Factory-finished ColorPlus typically adds about 15 to 25 percent to the material cost compared to buying primed hardie and painting it on site. The trade-off is finish quality, the longer warranty on the finish, and the fact that you don't need to schedule a paint crew after the siding crew leaves. For most homeowners, the math favors ColorPlus.

Tear-off and dumpster

The dumpster, the disposal fees, and the labor to remove old siding are usually $2,000 to $4,500 on a bungalow, depending on what's coming off. Old aluminum is fast and cheap; old cedar that's been face-nailed to oak sheathing is slow and expensive. If you have asbestos siding (which still exists on a surprising number of pre-1970 homes around here), that's a different conversation — abatement specialists, separate disposal, often $5,000 to $10,000 just for that.

Permits and inspection

In Chicago proper, permits for a siding job typically run a few hundred dollars and require a licensed contractor.
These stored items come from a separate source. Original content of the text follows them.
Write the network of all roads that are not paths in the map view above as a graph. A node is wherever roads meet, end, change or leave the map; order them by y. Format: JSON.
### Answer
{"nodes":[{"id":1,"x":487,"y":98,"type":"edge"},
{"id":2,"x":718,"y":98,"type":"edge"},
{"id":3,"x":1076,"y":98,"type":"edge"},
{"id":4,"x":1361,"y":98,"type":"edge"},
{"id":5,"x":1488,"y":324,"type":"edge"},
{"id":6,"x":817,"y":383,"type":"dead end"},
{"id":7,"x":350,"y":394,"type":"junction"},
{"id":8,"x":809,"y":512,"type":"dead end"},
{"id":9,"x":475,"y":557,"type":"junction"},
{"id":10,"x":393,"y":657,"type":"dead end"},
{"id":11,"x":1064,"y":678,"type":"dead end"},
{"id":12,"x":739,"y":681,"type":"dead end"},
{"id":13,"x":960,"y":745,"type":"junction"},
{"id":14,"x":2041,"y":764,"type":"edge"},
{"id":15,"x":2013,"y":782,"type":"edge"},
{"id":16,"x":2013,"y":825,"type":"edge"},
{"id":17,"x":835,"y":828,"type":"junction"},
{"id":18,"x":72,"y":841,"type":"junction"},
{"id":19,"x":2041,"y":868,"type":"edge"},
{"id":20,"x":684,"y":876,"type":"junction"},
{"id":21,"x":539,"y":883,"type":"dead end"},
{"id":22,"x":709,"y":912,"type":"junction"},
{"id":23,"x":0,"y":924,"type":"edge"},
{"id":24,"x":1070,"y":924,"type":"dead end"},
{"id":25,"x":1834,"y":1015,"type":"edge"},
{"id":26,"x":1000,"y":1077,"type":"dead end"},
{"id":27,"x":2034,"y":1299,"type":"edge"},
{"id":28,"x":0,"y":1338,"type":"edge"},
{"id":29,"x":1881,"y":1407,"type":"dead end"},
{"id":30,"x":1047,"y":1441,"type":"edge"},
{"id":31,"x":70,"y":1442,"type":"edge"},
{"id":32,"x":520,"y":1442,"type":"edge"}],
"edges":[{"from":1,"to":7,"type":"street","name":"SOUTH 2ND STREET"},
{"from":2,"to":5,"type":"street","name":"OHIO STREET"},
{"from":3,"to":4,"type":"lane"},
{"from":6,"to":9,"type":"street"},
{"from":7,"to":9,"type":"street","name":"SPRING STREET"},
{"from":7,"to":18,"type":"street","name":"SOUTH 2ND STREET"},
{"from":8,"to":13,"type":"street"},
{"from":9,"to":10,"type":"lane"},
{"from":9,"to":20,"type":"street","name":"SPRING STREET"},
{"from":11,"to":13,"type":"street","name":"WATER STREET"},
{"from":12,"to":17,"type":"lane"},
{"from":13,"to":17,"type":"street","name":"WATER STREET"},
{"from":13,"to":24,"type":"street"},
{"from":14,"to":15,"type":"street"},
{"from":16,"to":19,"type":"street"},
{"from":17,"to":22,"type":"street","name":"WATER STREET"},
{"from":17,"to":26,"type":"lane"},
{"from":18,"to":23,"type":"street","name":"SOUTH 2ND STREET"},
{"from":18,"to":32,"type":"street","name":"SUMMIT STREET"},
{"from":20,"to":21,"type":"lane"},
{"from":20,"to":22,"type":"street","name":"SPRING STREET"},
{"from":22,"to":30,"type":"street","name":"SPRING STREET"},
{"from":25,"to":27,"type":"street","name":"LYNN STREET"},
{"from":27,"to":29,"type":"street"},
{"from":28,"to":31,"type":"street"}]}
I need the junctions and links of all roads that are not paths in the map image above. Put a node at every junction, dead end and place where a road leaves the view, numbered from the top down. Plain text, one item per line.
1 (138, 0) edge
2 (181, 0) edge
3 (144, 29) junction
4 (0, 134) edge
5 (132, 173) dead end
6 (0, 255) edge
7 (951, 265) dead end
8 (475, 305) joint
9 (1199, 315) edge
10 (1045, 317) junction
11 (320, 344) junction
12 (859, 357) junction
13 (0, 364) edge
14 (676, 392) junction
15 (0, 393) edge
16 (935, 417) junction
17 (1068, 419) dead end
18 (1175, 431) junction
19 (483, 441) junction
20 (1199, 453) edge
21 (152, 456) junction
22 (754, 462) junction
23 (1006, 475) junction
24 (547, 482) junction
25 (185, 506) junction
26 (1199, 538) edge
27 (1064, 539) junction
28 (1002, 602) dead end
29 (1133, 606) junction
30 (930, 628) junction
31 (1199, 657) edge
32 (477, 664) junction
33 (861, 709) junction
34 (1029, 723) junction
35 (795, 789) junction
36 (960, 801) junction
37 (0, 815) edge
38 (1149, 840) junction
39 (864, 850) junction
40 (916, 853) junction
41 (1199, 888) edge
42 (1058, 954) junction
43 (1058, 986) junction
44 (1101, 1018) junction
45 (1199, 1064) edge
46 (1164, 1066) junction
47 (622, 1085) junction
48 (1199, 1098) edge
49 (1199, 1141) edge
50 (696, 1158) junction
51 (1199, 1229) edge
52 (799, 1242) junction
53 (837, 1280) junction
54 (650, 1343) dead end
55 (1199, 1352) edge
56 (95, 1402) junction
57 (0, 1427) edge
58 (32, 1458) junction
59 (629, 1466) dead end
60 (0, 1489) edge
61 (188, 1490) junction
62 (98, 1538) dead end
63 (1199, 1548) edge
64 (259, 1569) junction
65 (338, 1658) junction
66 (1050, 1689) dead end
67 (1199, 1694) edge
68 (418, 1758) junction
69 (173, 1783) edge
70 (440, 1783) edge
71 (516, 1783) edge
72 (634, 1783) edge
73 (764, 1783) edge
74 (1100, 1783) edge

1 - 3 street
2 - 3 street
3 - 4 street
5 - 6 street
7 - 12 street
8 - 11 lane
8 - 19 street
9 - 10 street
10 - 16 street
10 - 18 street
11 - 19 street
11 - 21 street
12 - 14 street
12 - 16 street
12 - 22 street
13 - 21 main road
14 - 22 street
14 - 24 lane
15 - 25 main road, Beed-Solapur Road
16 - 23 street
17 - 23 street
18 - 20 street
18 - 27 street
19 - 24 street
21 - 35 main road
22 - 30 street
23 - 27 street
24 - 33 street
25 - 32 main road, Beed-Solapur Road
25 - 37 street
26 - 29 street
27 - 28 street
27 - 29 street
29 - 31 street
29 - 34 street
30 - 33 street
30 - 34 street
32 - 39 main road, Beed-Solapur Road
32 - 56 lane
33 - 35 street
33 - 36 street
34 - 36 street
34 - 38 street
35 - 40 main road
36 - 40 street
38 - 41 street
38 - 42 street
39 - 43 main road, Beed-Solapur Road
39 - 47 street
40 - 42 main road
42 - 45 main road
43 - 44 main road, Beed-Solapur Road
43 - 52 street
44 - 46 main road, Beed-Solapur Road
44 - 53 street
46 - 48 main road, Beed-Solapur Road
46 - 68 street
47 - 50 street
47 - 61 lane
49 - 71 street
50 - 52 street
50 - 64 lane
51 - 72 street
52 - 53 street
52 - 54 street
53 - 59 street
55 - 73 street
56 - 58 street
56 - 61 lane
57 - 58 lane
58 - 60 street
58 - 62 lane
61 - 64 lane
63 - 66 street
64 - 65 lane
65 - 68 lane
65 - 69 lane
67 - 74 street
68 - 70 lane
Some near-in suburbs are stricter — Oak Park and Evanston have additional review for historic neighborhoods, which can add a few hundred dollars and a couple weeks to the timeline. Make sure your estimate includes permits; some contractors quote without and then add them later.

House complexity

Tall gables, lots of windows, multiple dormers, intersecting rooflines, decorative brackets — all of these slow a crew down and increase material waste. A 1,500 square foot ranch with simple geometry is faster and cheaper per square foot than a 1,500 square foot Victorian with bays and turrets. The bungalow falls somewhere in the middle; a center-entrance bungalow with single dormer is straightforward, a chalet bungalow with multiple roof intersections is harder.

The price-per-square-foot number on the front of an estimate tells you almost nothing. Look at the line items underneath it. That's where the real cost differences live.

What we'd actually recommend doing on cost

Get three estimates. Not two, not four — three. They should all be from contractors who have actually walked your house, measured it, and looked at the existing condition. Phone quotes are useless on a project this size.

When you compare them, look at:

One more thing worth knowing: the lowest bid is usually low for a reason. Either they cut corners somewhere (often on trim, flashing, or repair allowances) or they're going to come back with change orders later. The highest bid isn't always the best, but the lowest is almost never the safest. The middle bid, from a contractor you have good rapport with, is statistically where most of our happy homeowners ended up.

The takeaway

For a typical Chicago bungalow getting partial hardie siding, budget somewhere between $22,000 and $32,000 for a competent job from a reputable contractor, with a 10-15 percent contingency on top for the surprises that always show up once tear-off starts. If you can't budget that range comfortably, you're going to be tempted by lower bids that won't end well — and at that point, you might be better served waiting another year and saving, or doing a smaller phased approach (front elevation first, sides later) than chasing the cheapest number.